En partance à jamais à bord d'un lourd rafiot,
Bonne proue brise et tranche, avance et ne romps pas,
Avance aveuglément sur l'étendue des eaux
Vers l'étoile, la fin, le lieu qu'aucun compas

Ne peut tracer en noir sur une feuille blanche.
Et le sel au visage et les lèvres gercées,
Ton vieil imperméable qui n'est plus étanche
Sur le dos, tu t'en vas. Il reste à traverser

Tout l'azur infini qui tapisse la mer.
La mer où tu louvoies et qui navigue en toi ;
Ton coeur est un écueil, une marée amère
Le submerge souvent de désir et d‘effroi.

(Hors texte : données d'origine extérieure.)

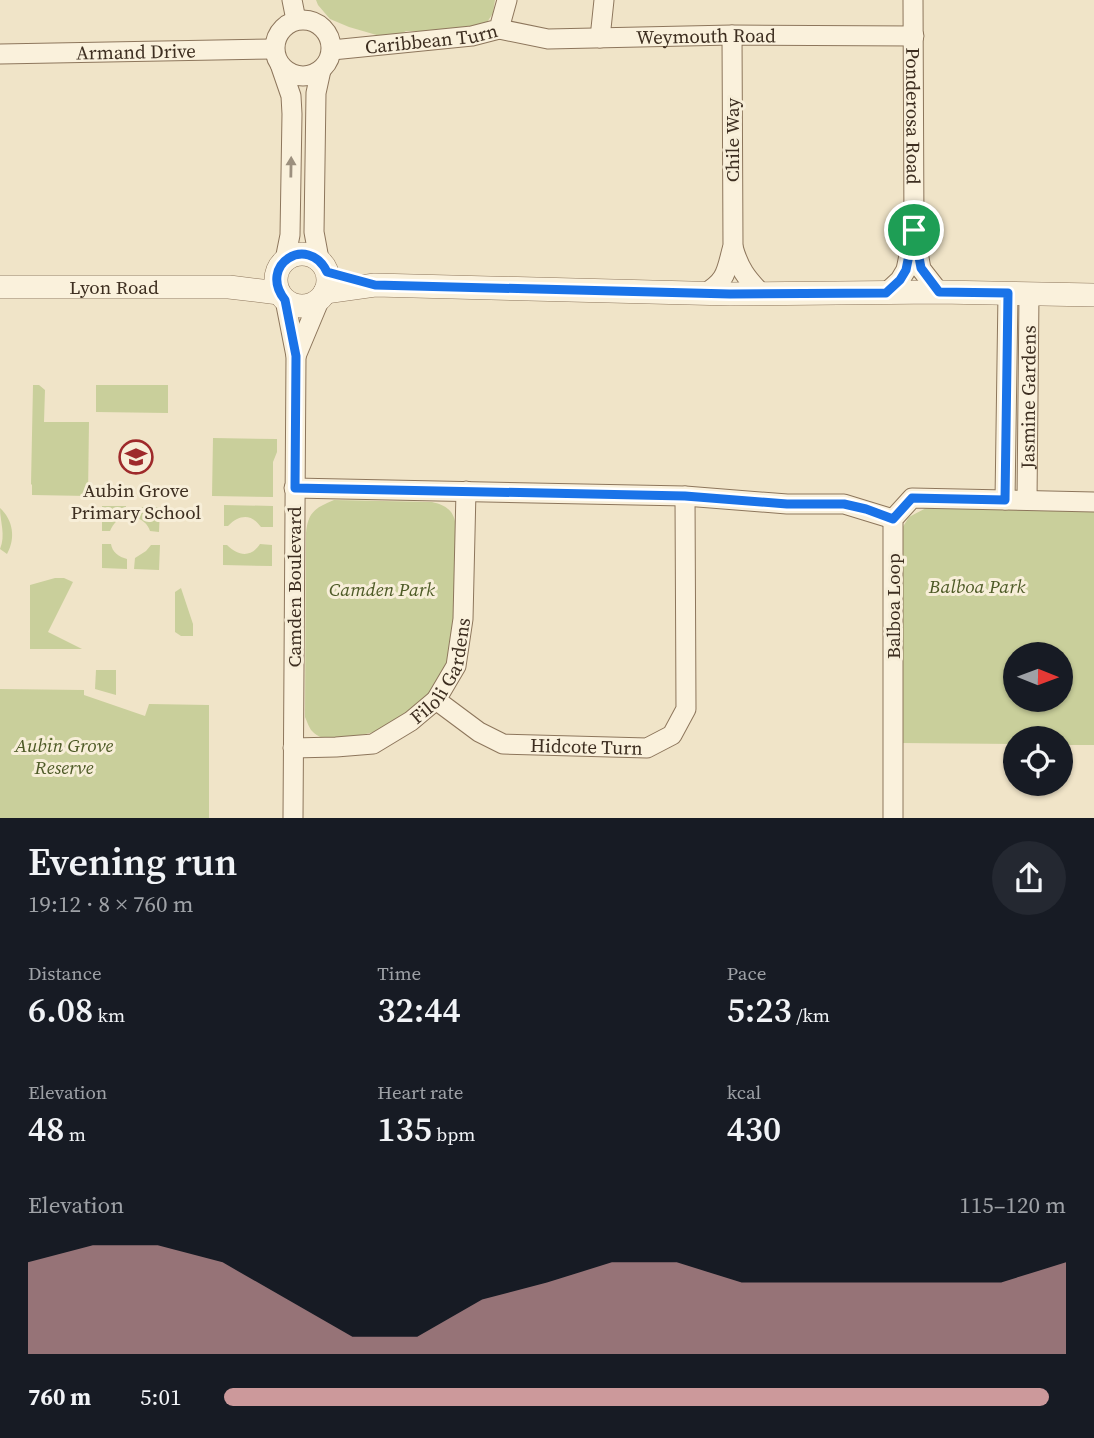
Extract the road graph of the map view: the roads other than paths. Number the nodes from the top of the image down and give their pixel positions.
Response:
1 (292, 0) edge
2 (507, 0) edge
3 (604, 0) edge
4 (913, 0) edge
5 (296, 20) junction
6 (499, 29) junction
7 (732, 35) junction
8 (914, 36) junction
9 (600, 38) junction
10 (332, 50) junction
11 (0, 54) edge
12 (278, 58) junction
13 (321, 70) junction
14 (914, 230) junction
15 (733, 246) junction
16 (283, 263) junction
17 (323, 281) junction
18 (0, 287) edge
19 (229, 287) junction
20 (939, 292) junction
21 (704, 293) junction
22 (886, 293) junction
23 (1018, 293) junction
24 (761, 294) junction
25 (1094, 295) edge
26 (282, 296) junction
27 (296, 356) junction
28 (295, 488) junction
29 (466, 491) junction
30 (685, 496) junction
31 (1005, 500) junction
32 (1027, 500) junction
33 (1094, 502) edge
34 (893, 519) junction
35 (436, 700) junction
36 (293, 748) junction
37 (293, 818) edge
38 (892, 818) edge

1 - 5 street
2 - 6 street, Caribbean Turn
3 - 9 street
4 - 8 street, Ponderosa Road
5 - 10 street
5 - 12 street
6 - 9 street, Weymouth Road
6 - 10 street, Caribbean Turn
7 - 8 street, Weymouth Road
7 - 9 street, Weymouth Road
7 - 15 street, Chile Way
8 - 14 street, Ponderosa Road
10 - 13 street
11 - 12 street, Armand Drive
12 - 13 street
16 -> 12 street
13 - 17 street
14 - 20 street, Ponderosa Road
14 - 22 street, Ponderosa Road
15 - 21 street, Chile Way
15 - 24 street, Chile Way
16 - 17 street
16 - 19 street, Lyon Road
16 - 26 street
17 - 21 street
17 - 26 street
17 - 27 street, Camden Boulevard
18 - 19 street, Lyon Road
19 - 26 street, Lyon Road
20 - 22 street
20 - 23 street
21 - 24 street
22 - 24 street
23 - 25 street
23 - 31 street, Jasmine Gardens
23 - 32 street, Jasmine Gardens
26 - 27 street, Camden Boulevard
27 - 28 street, Camden Boulevard
28 - 29 street
28 - 36 street, Camden Boulevard
29 - 30 street
29 - 35 street, Filoli Gardens
30 - 34 street
30 - 35 street, Hidcote Turn
31 - 32 street
31 - 34 street
32 - 33 street
34 - 38 street, Balboa Loop
35 - 36 street, Filoli Gardens
36 - 37 street, Camden Boulevard

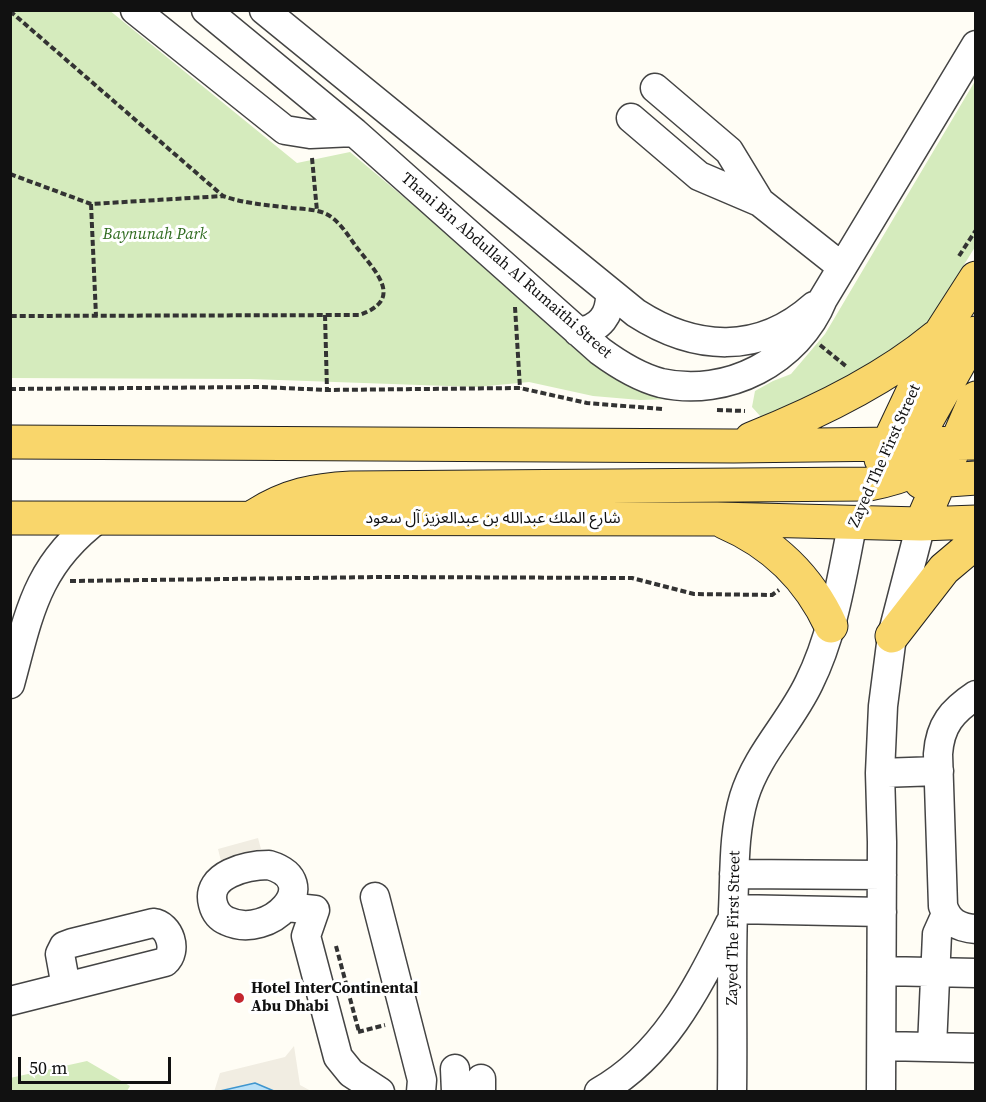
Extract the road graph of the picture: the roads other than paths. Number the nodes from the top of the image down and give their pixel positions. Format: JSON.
{"nodes":[{"id":1,"x":135,"y":10,"type":"edge"},
{"id":2,"x":206,"y":10,"type":"edge"},
{"id":3,"x":264,"y":10,"type":"edge"},
{"id":4,"x":975,"y":45,"type":"edge"},
{"id":5,"x":655,"y":88,"type":"dead end"},
{"id":6,"x":631,"y":118,"type":"dead end"},
{"id":7,"x":698,"y":124,"type":"junction"},
{"id":8,"x":354,"y":132,"type":"junction"},
{"id":9,"x":670,"y":151,"type":"junction"},
{"id":10,"x":760,"y":202,"type":"junction"},
{"id":11,"x":842,"y":267,"type":"junction"},
{"id":12,"x":967,"y":269,"type":"edge"},
{"id":13,"x":610,"y":292,"type":"junction"},
{"id":14,"x":823,"y":299,"type":"junction"},
{"id":15,"x":578,"y":333,"type":"junction"},
{"id":16,"x":975,"y":333,"type":"edge"},
{"id":17,"x":940,"y":334,"type":"junction"},
{"id":18,"x":975,"y":398,"type":"edge"},
{"id":19,"x":10,"y":442,"type":"edge"},
{"id":20,"x":900,"y":443,"type":"junction"},
{"id":21,"x":965,"y":443,"type":"edge"},
{"id":22,"x":734,"y":446,"type":"junction"},
{"id":23,"x":975,"y":478,"type":"edge"},
{"id":24,"x":940,"y":479,"type":"junction"},
{"id":25,"x":890,"y":483,"type":"junction"},
{"id":26,"x":10,"y":518,"type":"edge"},
{"id":27,"x":99,"y":518,"type":"junction"},
{"id":28,"x":249,"y":519,"type":"junction"},
{"id":29,"x":717,"y":519,"type":"junction"},
{"id":30,"x":853,"y":521,"type":"junction"},
{"id":31,"x":975,"y":522,"type":"edge"},
{"id":32,"x":921,"y":524,"type":"junction"},
{"id":33,"x":975,"y":542,"type":"edge"},
{"id":34,"x":831,"y":626,"type":"junction"},
{"id":35,"x":892,"y":636,"type":"junction"},
{"id":36,"x":10,"y":684,"type":"edge"},
{"id":37,"x":975,"y":694,"type":"edge"},
{"id":38,"x":939,"y":771,"type":"junction"},
{"id":39,"x":880,"y":772,"type":"junction"},
{"id":40,"x":734,"y":874,"type":"junction"},
{"id":41,"x":882,"y":875,"type":"junction"},
{"id":42,"x":375,"y":897,"type":"dead end"},
{"id":43,"x":301,"y":909,"type":"junction"},
{"id":44,"x":882,"y":912,"type":"junction"},
{"id":45,"x":733,"y":914,"type":"junction"},
{"id":46,"x":946,"y":914,"type":"junction"},
{"id":47,"x":975,"y":929,"type":"edge"},
{"id":48,"x":882,"y":972,"type":"junction"},
{"id":49,"x":935,"y":973,"type":"junction"},
{"id":50,"x":975,"y":974,"type":"edge"},
{"id":51,"x":66,"y":987,"type":"dead end"},
{"id":52,"x":10,"y":1001,"type":"edge"},
{"id":53,"x":882,"y":1046,"type":"junction"},
{"id":54,"x":932,"y":1047,"type":"junction"},
{"id":55,"x":975,"y":1048,"type":"edge"},
{"id":56,"x":380,"y":1092,"type":"edge"},
{"id":57,"x":421,"y":1092,"type":"edge"},
{"id":58,"x":599,"y":1092,"type":"edge"},
{"id":59,"x":732,"y":1092,"type":"edge"},
{"id":60,"x":881,"y":1092,"type":"edge"}],
"edges":[{"from":1,"to":8,"type":"street"},
{"from":2,"to":8,"type":"street","name":"Thani Bin Abdullah Al Rumaithi Street"},
{"from":3,"to":13,"type":"street","name":"Thani Bin Abdullah Al Rumaithi Street"},
{"from":4,"to":11,"type":"street","name":"Thani Bin Abdullah Al Rumaithi Street"},
{"from":5,"to":7,"type":"street"},
{"from":6,"to":9,"type":"street"},
{"from":7,"to":9,"type":"street"},
{"from":7,"to":10,"type":"street"},
{"from":8,"to":15,"type":"street","name":"Thani Bin Abdullah Al Rumaithi Street"},
{"from":9,"to":10,"type":"street"},
{"from":10,"to":11,"type":"street"},
{"from":11,"to":14,"type":"street","name":"Thani Bin Abdullah Al Rumaithi Street"},
{"from":12,"to":17,"type":"main road","name":"Zayed The First Street"},
{"from":13,"to":14,"type":"street","name":"Thani Bin Abdullah Al Rumaithi Street"},
{"from":13,"to":15,"type":"street"},
{"from":14,"to":15,"type":"street","name":"Thani Bin Abdullah Al Rumaithi Street"},
{"from":16,"to":20,"type":"main road"},
{"from":17,"to":20,"type":"main road","name":"Zayed The First Street"},
{"from":17,"to":22,"type":"main road"},
{"from":18,"to":21,"type":"main road"},
{"from":19,"to":22,"type":"main road"},
{"from":20,"to":21,"type":"main road"},
{"from":20,"to":22,"type":"main road"},
{"from":20,"to":25,"type":"main road","name":"Zayed The First Street"},
{"from":21,"to":24,"type":"main road"},
{"from":21,"to":25,"type":"main road"},
{"from":23,"to":24,"type":"main road"},
{"from":24,"to":25,"type":"main road"},
{"from":24,"to":32,"type":"main road"},
{"from":25,"to":28,"type":"main road"},
{"from":25,"to":30,"type":"main road","name":"Zayed The First Street"},
{"from":25,"to":32,"type":"main road"},
{"from":26,"to":27,"type":"main road","name":"شارع الملك عبدالله بن عبدالعزيز آل سعود"},
{"from":27,"to":28,"type":"main road","name":"شارع الملك عبدالله بن عبدالعزيز آل سعود"},
{"from":27,"to":36,"type":"street"},
{"from":28,"to":29,"type":"main road","name":"شارع الملك عبدالله بن عبدالعزيز آل سعود"},
{"from":29,"to":30,"type":"main road","name":"شارع الملك عبدالله بن عبدالعزيز آل سعود"},
{"from":29,"to":34,"type":"main road"},
{"from":30,"to":32,"type":"main road","name":"شارع الملك عبدالله بن عبدالعزيز آل سعود"},
{"from":30,"to":34,"type":"street","name":"Zayed The First Street"},
{"from":31,"to":32,"type":"main road","name":"شارع الملك عبدالله بن عبدالعزيز آل سعود"},
{"from":32,"to":35,"type":"street"},
{"from":33,"to":35,"type":"main road"},
{"from":34,"to":40,"type":"street","name":"Zayed The First Street"},
{"from":35,"to":39,"type":"street"},
{"from":37,"to":38,"type":"street"},
{"from":38,"to":39,"type":"street"},
{"from":38,"to":46,"type":"street"},
{"from":39,"to":41,"type":"street"},
{"from":40,"to":41,"type":"street"},
{"from":40,"to":45,"type":"street","name":"Zayed The First Street"},
{"from":41,"to":44,"type":"street"},
{"from":42,"to":57,"type":"street"},
{"from":43,"to":43,"type":"street"},
{"from":43,"to":56,"type":"street"},
{"from":44,"to":45,"type":"street"},
{"from":44,"to":48,"type":"street"},
{"from":45,"to":58,"type":"street"},
{"from":45,"to":59,"type":"street","name":"Zayed The First Street"},
{"from":46,"to":47,"type":"street"},
{"from":46,"to":49,"type":"street"},
{"from":48,"to":49,"type":"street"},
{"from":48,"to":53,"type":"street"},
{"from":49,"to":50,"type":"street"},
{"from":49,"to":54,"type":"street"},
{"from":51,"to":52,"type":"street"},
{"from":53,"to":54,"type":"street"},
{"from":53,"to":60,"type":"street"},
{"from":54,"to":55,"type":"street"}]}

Être seul est sur terre un rare privilège ;
Tu as erré longtemps parmi les gens honnêtes
Qui d’immeuble en gratte-ciel et de siège en siège
Se cherchent une place où relever la tête.

 Fuir un bled barbelé, la cangue familiale,
La promesse aux amis qui n'est jamais tenue,
Une routine hantée de relations triviales,
La pudeur sans égard d'un amour qu'on veut nu!

La mer! L'eau seulement! Plus le moindre visage!
Et puis le ciel, l'ondée, les nuages mouvants,
La courbe à l'horizon dépourvue de rivage,
Comme actualité les nouvelles du vent.

Un orage au lointain prépare sa conquête,
Il se charge de noir, d'effroyables lueurs,
Et d'orage il devient une proche tempête
Qui vomit des éclairs et rugit de fureur!

Matelot à la barre! Assume aussi la mer
Avec ses titans d'eau qui se lèvent, s'effondrent,
S'éloignent, se côtoient dans le bal du tonnerre,
Et dans  le tempo se mêlent à se confondre.

Assume cette mer! La mer irrésistible!
Dans les grands roulements le crachat de l'écume,
Ces titans meurtriers qui n'ont aucune cible,
Le ciel pesant et noir que les éclairs allument.

Trop tard ; la fin est là, l'étoile à tes paupières,
Tu sombres les yeux clos loin de tout littoral,
Ta proue flotte en morceaux, en fragments, en poussière,
Et tu pars à jamais pour la mer sépulcrale.